A Review of Embracing the Void: Rethinking the Origin of the Sacred by Richard Boothby

It’s the most often asked question, and the most seldom answered. It’s banal, yet profound. We engage in it without thinking. Perhaps it’s just as well. If we did think about it, it might break our brains. Let’s try it and see.
Whenever I go out to the waiting room to get a client, I ask the question while we’re still in that public space. How are you today? It crosses my lips without my thinking. I barely listen to the usual counterfeit answer, Fine, thank you, and you? before making an insipid reply that’s just as phony.
After this brief exchange, I turn and show my client the way to the office. Once we get inside, I ask a variation of the same question, How are you today? Because I’m a therapist, I often get a very different answer. I’m anxious, depressed, my wife left me, or the like. They’re rarely fine. What changed in the two minutes it took to sit down? Did something happen? Nothing happened. In the waiting room, we agreed on the terms of communication. Then, in the office, we set about communicating.
The purpose of How are you today? is not obvious from the content of the words. The intent is revealed by the use we make of it. Linguists call it a phatic expression. It offers no intrinsically valuable information, but signals a willingness to observe conventional expectations of sociability. It’s like when we mutter Testing 1,2,3 into a microphone; not to impart knowledge, but to check a connection.
If that’s the case, then why don’t I walk into my waiting room, great my client, and say Testing 1,2,3, instead of How are you today? Richard Boothby in his book, Embracing the Void: Rethinking the Origin of the Sacred, thinks he has an answer. How are you today? is like a religious ritual.
The How are you today? ritual is generally enacted when two strangers or acquaintances meet. If you think about it, it’s odd that this very intimate question is asked of people they barely know. How I am goes to the very core of my being. If I’m anything other than fine and share it, I’m sharing too much. Whatever happened to stranger danger? Stranger danger is a phrase used to warn children that, when they don’t know a person, they don’t know what the person will do. When we’re meeting a stranger, there are a lot of unknowns.
There are a lot of unknowns when we’re meeting a non-stranger, as well. It doesn’t matter if that person is your spouse, your best friend, or your mother, there will still be parts of that person’s mind you’ll never access, and vice versa. Boothby writes:
…even when I am dealing with people I know and trust, it is likely that I will at some point have to contend with something deeply strange in them, something beyond my comfort zone, even something threatening.
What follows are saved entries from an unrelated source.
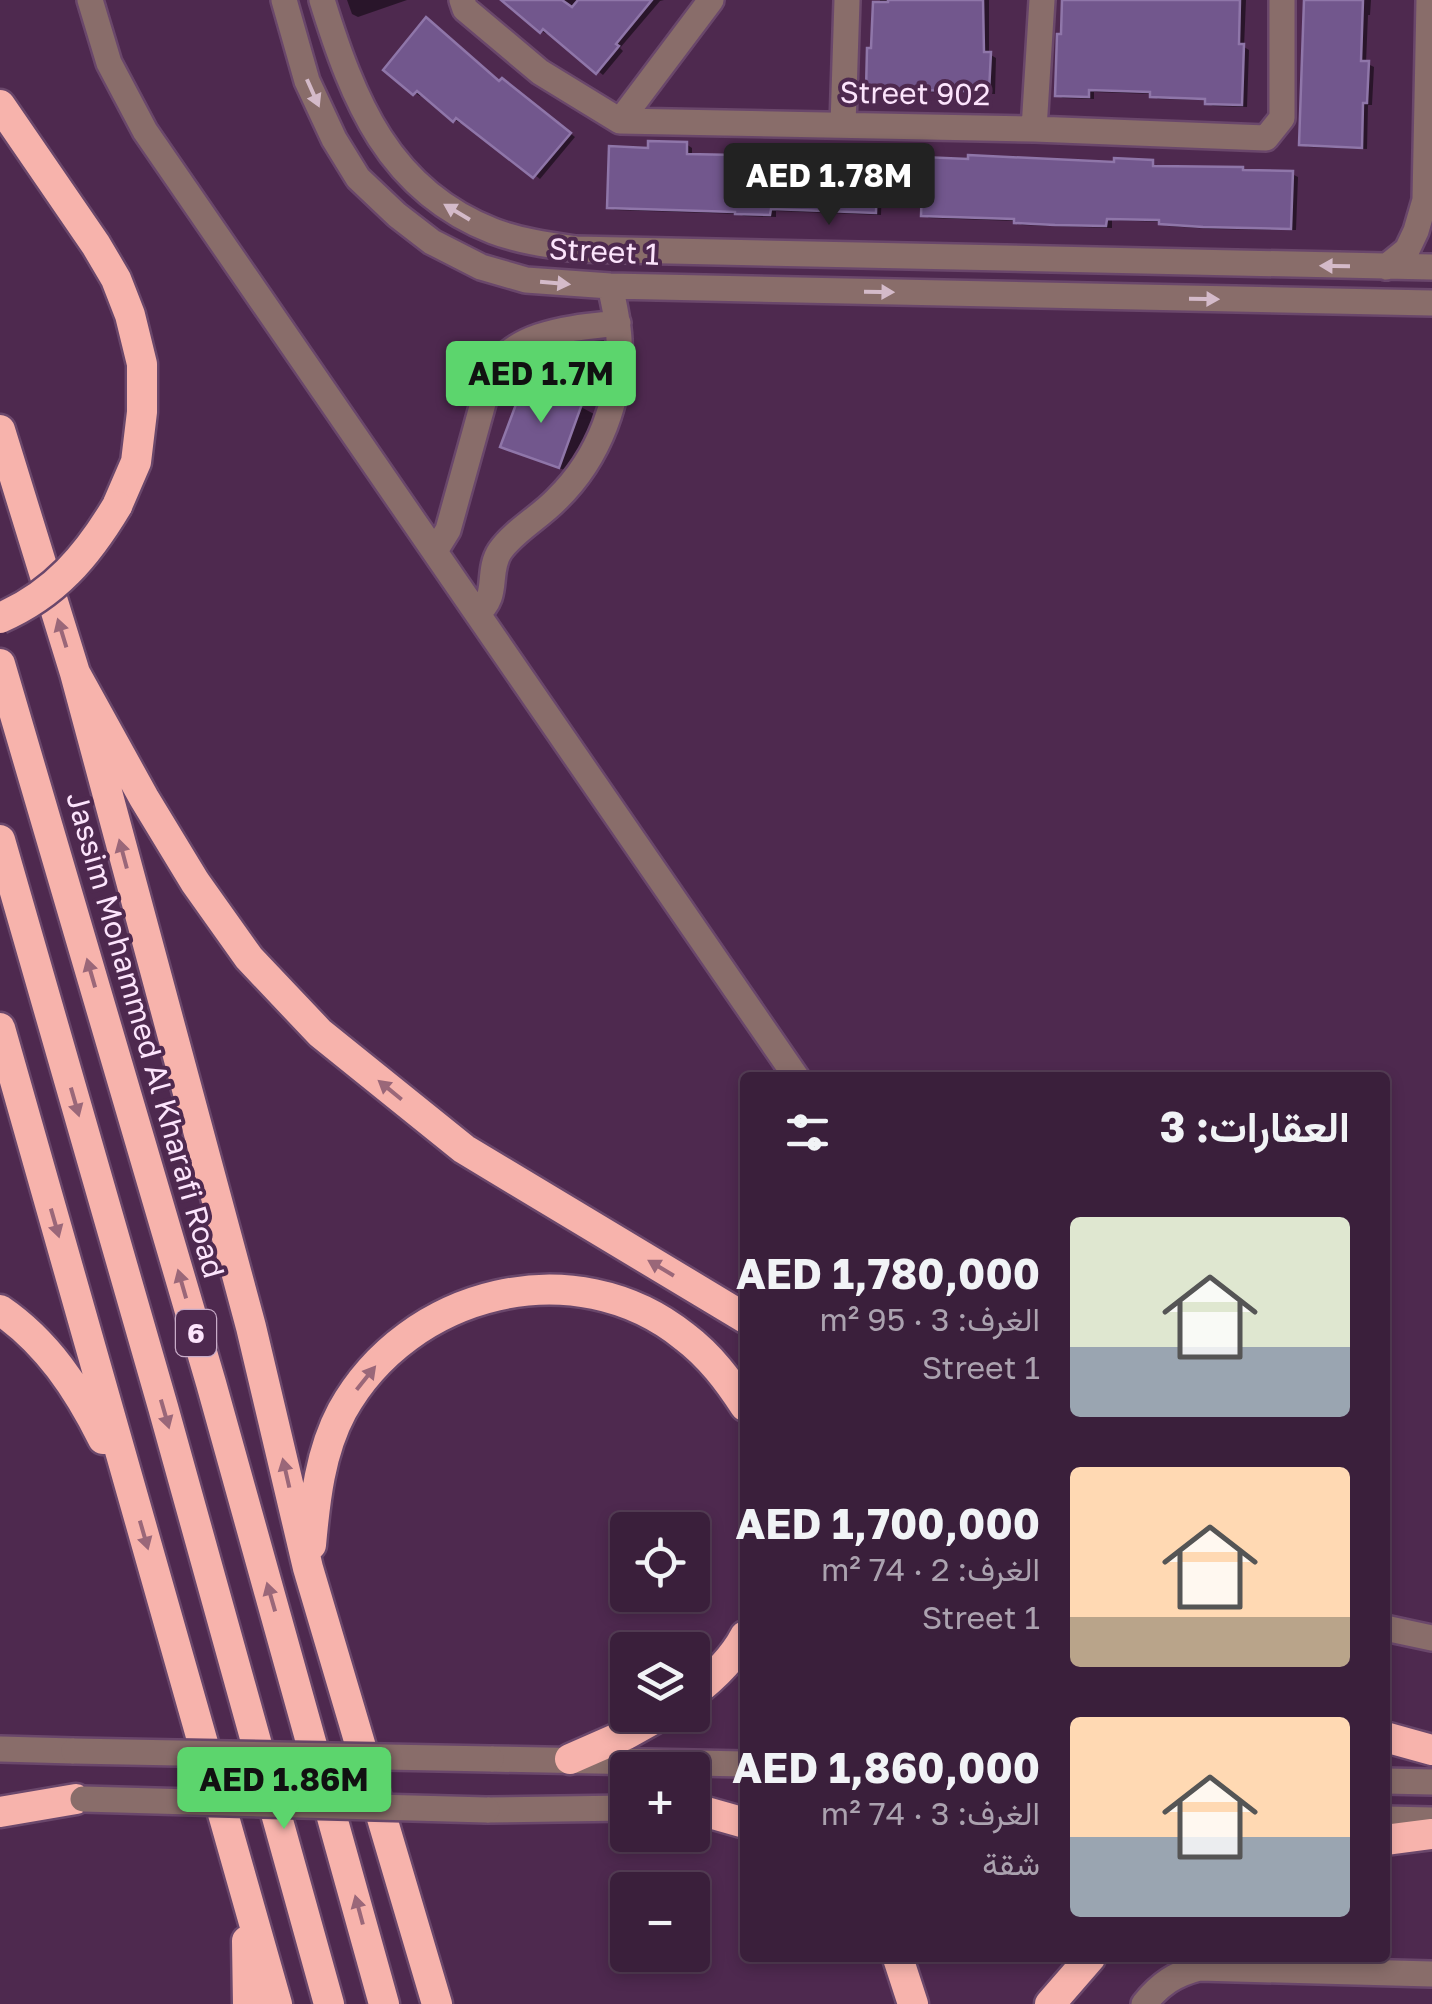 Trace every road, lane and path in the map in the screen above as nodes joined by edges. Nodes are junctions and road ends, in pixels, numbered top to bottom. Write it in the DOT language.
graph roads {
  1 [pos="90,0"];
  2 [pos="284,0"];
  3 [pos="322,0"];
  4 [pos="711,0"];
  5 [pos="847,0"];
  6 [pos="1042,0"];
  7 [pos="1282,0"];
  8 [pos="1429,0"];
  9 [pos="466,3"];
  10 [pos="0,105"];
  11 [pos="620,121"];
  12 [pos="843,126"];
  13 [pos="1034,130"];
  14 [pos="1428,200"];
  15 [pos="1103,262"];
  16 [pos="1386,267"];
  17 [pos="1432,268"];
  18 [pos="610,286"];
  19 [pos="1000,295"];
  20 [pos="1432,303"];
  21 [pos="618,322"];
  22 [pos="0,430"];
  23 [pos="434,551"];
  24 [pos="477,612"];
  25 [pos="0,618"];
  26 [pos="0,664"];
  27 [pos="75,674"];
  28 [pos="0,840"];
  29 [pos="0,1028"];
  30 [pos="794,1072"];
  31 [pos="0,1310"];
  32 [pos="740,1315"];
  33 [pos="740,1399"];
  34 [pos="132,1494"];
  35 [pos="308,1568"];
  36 [pos="1390,1629"];
  37 [pos="1432,1638"];
  38 [pos="740,1645"];
  39 [pos="710,1678"];
  40 [pos="630,1732"];
  41 [pos="1390,1737"];
  42 [pos="0,1749"];
  43 [pos="1432,1750"];
  44 [pos="570,1759"];
  45 [pos="740,1764"];
  46 [pos="1390,1781"];
  47 [pos="1432,1782"];
  48 [pos="0,1796"];
  49 [pos="80,1799"];
  50 [pos="610,1808"];
  51 [pos="710,1808"];
  52 [pos="740,1808"];
  53 [pos="0,1812"];
  54 [pos="710,1813"];
  55 [pos="1390,1820"];
  56 [pos="1432,1820"];
  57 [pos="740,1822"];
  58 [pos="1432,1834"];
  59 [pos="1390,1839"];
  60 [pos="245,1888"];
  61 [pos="899,1962"];
  62 [pos="1087,1962"];
  63 [pos="1432,1974"];
  64 [pos="248,2004"];
  65 [pos="276,2004"];
  66 [pos="329,2004"];
  67 [pos="384,2004"];
  68 [pos="437,2004"];
  69 [pos="912,2004"];
  70 [pos="1050,2004"];
  71 [pos="1144,2004"];
  1 -- 23 [label="street"];
  2 -- 18 [label="street, Street 1, one-way"];
  15 -- 3 [label="street, Street 1, one-way"];
  4 -- 11 [label="street"];
  5 -- 12 [label="street"];
  6 -- 13 [label="street"];
  7 -- 13 [label="street, Street 902"];
  8 -- 14 [label="street"];
  9 -- 11 [label="street"];
  10 -- 25 [label="highway, bridge"];
  11 -- 12 [label="street, Street 902"];
  12 -- 13 [label="street, Street 902"];
  14 -- 16 [label="street"];
  16 -- 15 [label="street, Street 1, one-way"];
  15 -- 19 [label="street"];
  16 -- 17 [label="street, Street 1"];
  18 -- 19 [label="street, Street 1, one-way"];
  18 -- 21 [label="street"];
  19 -- 20 [label="street, Street 1, one-way"];
  21 -- 23 [label="street"];
  21 -- 24 [label="street"];
  27 -- 22 [label="highway, one-way"];
  23 -- 24 [label="street"];
  24 -- 30 [label="street"];
  67 -- 26 [label="highway, Jassim Mohammed Al Kharafi Road / 6, one-way"];
  32 -- 27 [label="highway, one-way"];
  35 -- 27 [label="highway, one-way"];
  28 -- 66 [label="highway, 6, one-way"];
  29 -- 34 [label="highway, one-way"];
  31 -- 34 [label="highway"];
  35 -- 33 [label="highway, one-way"];
  34 -- 60 [label="highway, one-way"];
  35 -- 68 [label="highway"];
  36 -- 37 [label="street"];
  38 -- 39 [label="highway"];
  40 -- 44 [label="highway"];
  41 -- 43 [label="highway"];
  42 -- 44 [label="street, bridge"];
  44 -- 45 [label="street"];
  46 -- 47 [label="street"];
  48 -- 49 [label="street"];
  49 -- 50 [label="street, bridge"];
  49 -- 53 [label="highway"];
  51 -- 52 [label="street"];
  54 -- 57 [label="highway"];
  55 -- 56 [label="street"];
  58 -- 59 [label="highway"];
  60 -- 64 [label="highway"];
  60 -- 65 [label="highway"];
  61 -- 69 [label="highway"];
  62 -- 70 [label="highway"];
  63 -- 71 [label="street"];
}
This is the Void that Boothby will tell us to embrace. He also calls it das ding (German for the thing). Elsewhere, I’ve called it the Abyss. I used Emptiness in another article. Wilfred Bion called it O. I like saying das ding, but you might be more comfortable calling it the unknown. Das ding is found everywhere. It’s in the Mona Lisa’s smile, an unanswered text, the boyfriend who doesn’t tell you what he’s thinking. It’s the secret of life, as well as the meaning of it and what happens when it’s done. It’s what we’re capable of and who we would be if things were different. It’s who we really are.
I see my clients grappling with das ding when I get them in my office for the first time. When I ask what prompted them to make an appointment to see me, I can practically see the gears turning. I’m a stranger. They don’t know if they can trust me, but they generally take a look at the diplomas and licenses on my wall and decide I’m certified to be the recipient of trust. I was taught in shrink school to look like I’m listening. Most of the time I am. But whether I really get it, neither the client nor I will ever know. I do a lot of things to show I comprehend. Everything from eye contact, to nodding and making encouraging sounds; from reflective paraphrasing to written summaries goes towards making the client believe there is no das ding between us. This lie is supposed to make them feel better, and it does, but it’s still a lie and kicks the real problem down the road. What’s the real problem? We live surrounded by unknowns, try to draw a veil over them, but sometimes they break through.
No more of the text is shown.